Though the work of the designing dept is to innovate new designs to make the product
not just saleable but to invoke in people the tempo to purchase the product, for that the
market demand has to be considered. The designer s survey the market and even the
feedback from the marketing people is received. At times the designs are also inspired from
the foreign magazines and when the job production for exports is undertaken then they also
suggest the design and the weave of the fabric.

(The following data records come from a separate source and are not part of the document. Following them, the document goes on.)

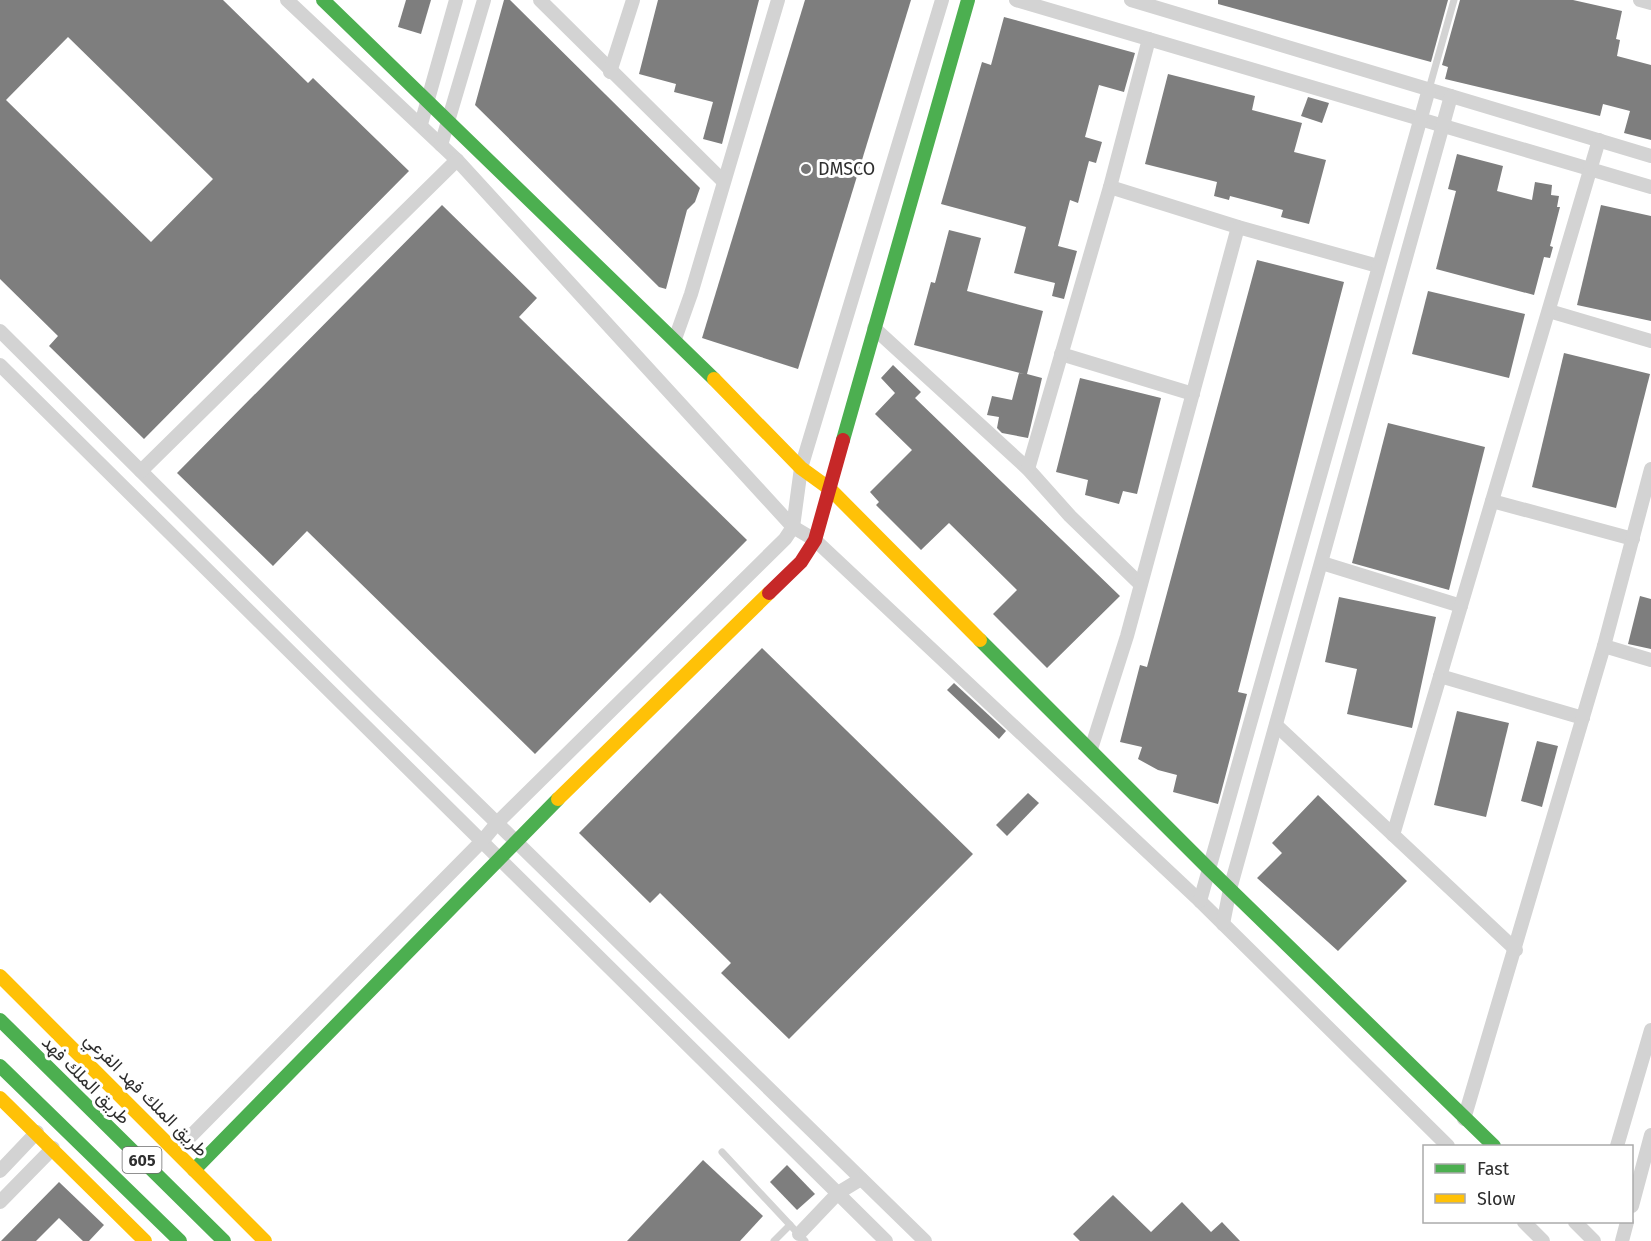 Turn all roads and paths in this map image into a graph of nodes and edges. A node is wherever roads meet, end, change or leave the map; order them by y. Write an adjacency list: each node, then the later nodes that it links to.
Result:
1 (287, 0): 22 (street)
2 (323, 0): 19 (main road)
3 (456, 0): 19 (street)
4 (484, 0): 21 (street)
5 (540, 0): 16 (street)
6 (633, 0): 16 (street)
7 (777, 0): 29 (street)
8 (942, 0): 42 (street)
9 (968, 0): 35 (main road)
10 (1016, 0): 15 (street)
11 (1131, 0): 17 (street)
12 (1454, 0): 17 (lane)
13 (1640, 0): 14 (street)
14 (1651, 3)
15 (1149, 39): 20 (street); 30 (street)
16 (610, 72): 29 (street)
17 (1429, 89): 18 (street); 20 (street)
18 (1451, 96): 23 (street); 24 (street)
19 (426, 100): 21 (main road); 22 (street)
20 (1420, 119): 23 (street); 33 (street)
21 (449, 123): 25 (street); 37 (main road)
22 (421, 124): 25 (street)
23 (1444, 127): 28 (street); 51 (street)
24 (1599, 140): 26 (street); 28 (street)
25 (441, 144): 27 (street)
26 (1651, 156)
27 (456, 160): 45 (street); 48 (street)
28 (1591, 169): 31 (street); 34 (street)
29 (723, 181): 37 (street)
30 (1110, 187): 32 (street); 39 (street)
31 (1651, 187)
32 (1238, 227): 33 (street); 41 (street)
33 (1378, 266): 65 (street)
34 (1548, 311): 38 (street); 47 (street)
35 (874, 328): 43 (street); 46 (main road)
36 (0, 331): 45 (street)
37 (675, 339): 42 (main road)
38 (1651, 341)
39 (1061, 354): 41 (street); 43 (street)
40 (0, 365): 62 (street)
41 (1193, 394): 52 (street)
42 (801, 468): 46 (main road); 48 (street)
43 (1028, 469): 52 (street)
44 (1651, 469): 49 (street)
45 (141, 471): 60 (street)
46 (830, 489): 50 (main road); 59 (main road)
47 (1492, 501): 49 (street); 53 (street)
48 (793, 527): 50 (street); 60 (street)
49 (1633, 539): 54 (street)
50 (816, 540): 63 (main road); 67 (street)
51 (1322, 563): 53 (street); 58 (street)
52 (1140, 584): 59 (street)
53 (1461, 606): 56 (street)
54 (1604, 646): 55 (street); 57 (street)
55 (1651, 660)
56 (1440, 676): 57 (street); 61 (street)
57 (1583, 718): 69 (street)
58 (1276, 725): 61 (street); 66 (street)
59 (1091, 749): 65 (main road)
60 (498, 822): 62 (street); 63 (street)
61 (1393, 835): 69 (street)
62 (483, 840): 64 (street); 82 (street)
63 (515, 841): 64 (main road); 86 (street)
64 (500, 859): 84 (main road); 87 (street)
65 (1208, 868): 66 (main road); 67 (street)
66 (1230, 889): 68 (street); 75 (main road)
67 (1200, 901): 68 (street)
68 (1223, 924): 78 (street)
69 (1516, 950): 75 (street)
70 (0, 976): 82 (main road, طريق الملك فهد الفرعي)
71 (0, 1020): 98 (main road, طريق الملك فهد / 605)
72 (1651, 1030): 80 (street)
73 (0, 1066): 97 (main road, 605)
74 (0, 1098): 76 (main road)
75 (1464, 1119): 79 (main road)
76 (37, 1132): 81 (main road); 85 (street)
77 (1651, 1135): 89 (street)
78 (1447, 1145)
79 (1493, 1145)
80 (1617, 1145)
81 (53, 1148): 88 (street); 96 (main road)
82 (177, 1150): 84 (main road, طريق الملك فهد الفرعي)
83 (722, 1152): 94 (lane)
84 (194, 1170): 99 (main road, طريق الملك فهد الفرعي)
85 (0, 1171)
86 (861, 1179): 87 (street); 102 (street)
87 (838, 1193): 94 (street); 101 (street)
88 (0, 1202)
89 (1633, 1202)
90 (1526, 1223): 103 (street)
91 (1577, 1223): 95 (street)
92 (1595, 1223): 95 (street)
93 (1626, 1223): 104 (street)
94 (798, 1233): 100 (lane)
95 (1592, 1239)
96 (146, 1241)
97 (180, 1241)
98 (224, 1241)
99 (265, 1241)
100 (774, 1241)
101 (886, 1241)
102 (925, 1241)
103 (1543, 1241)
104 (1622, 1241)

The design once passed is experimental in the Blankets then out of these the cards are
prepared. Then the meeting is held with the marketing personnel who have placed the
order. At times these cards are sent to the customers outside India who places the orders for
job production for the ultimate approval.

Finance
The finance department is the pillar of any organization; same is true over here also. The
overall performance of the company during the year under review 2004-05 came with
satisfactory repercussions (the details are already provided).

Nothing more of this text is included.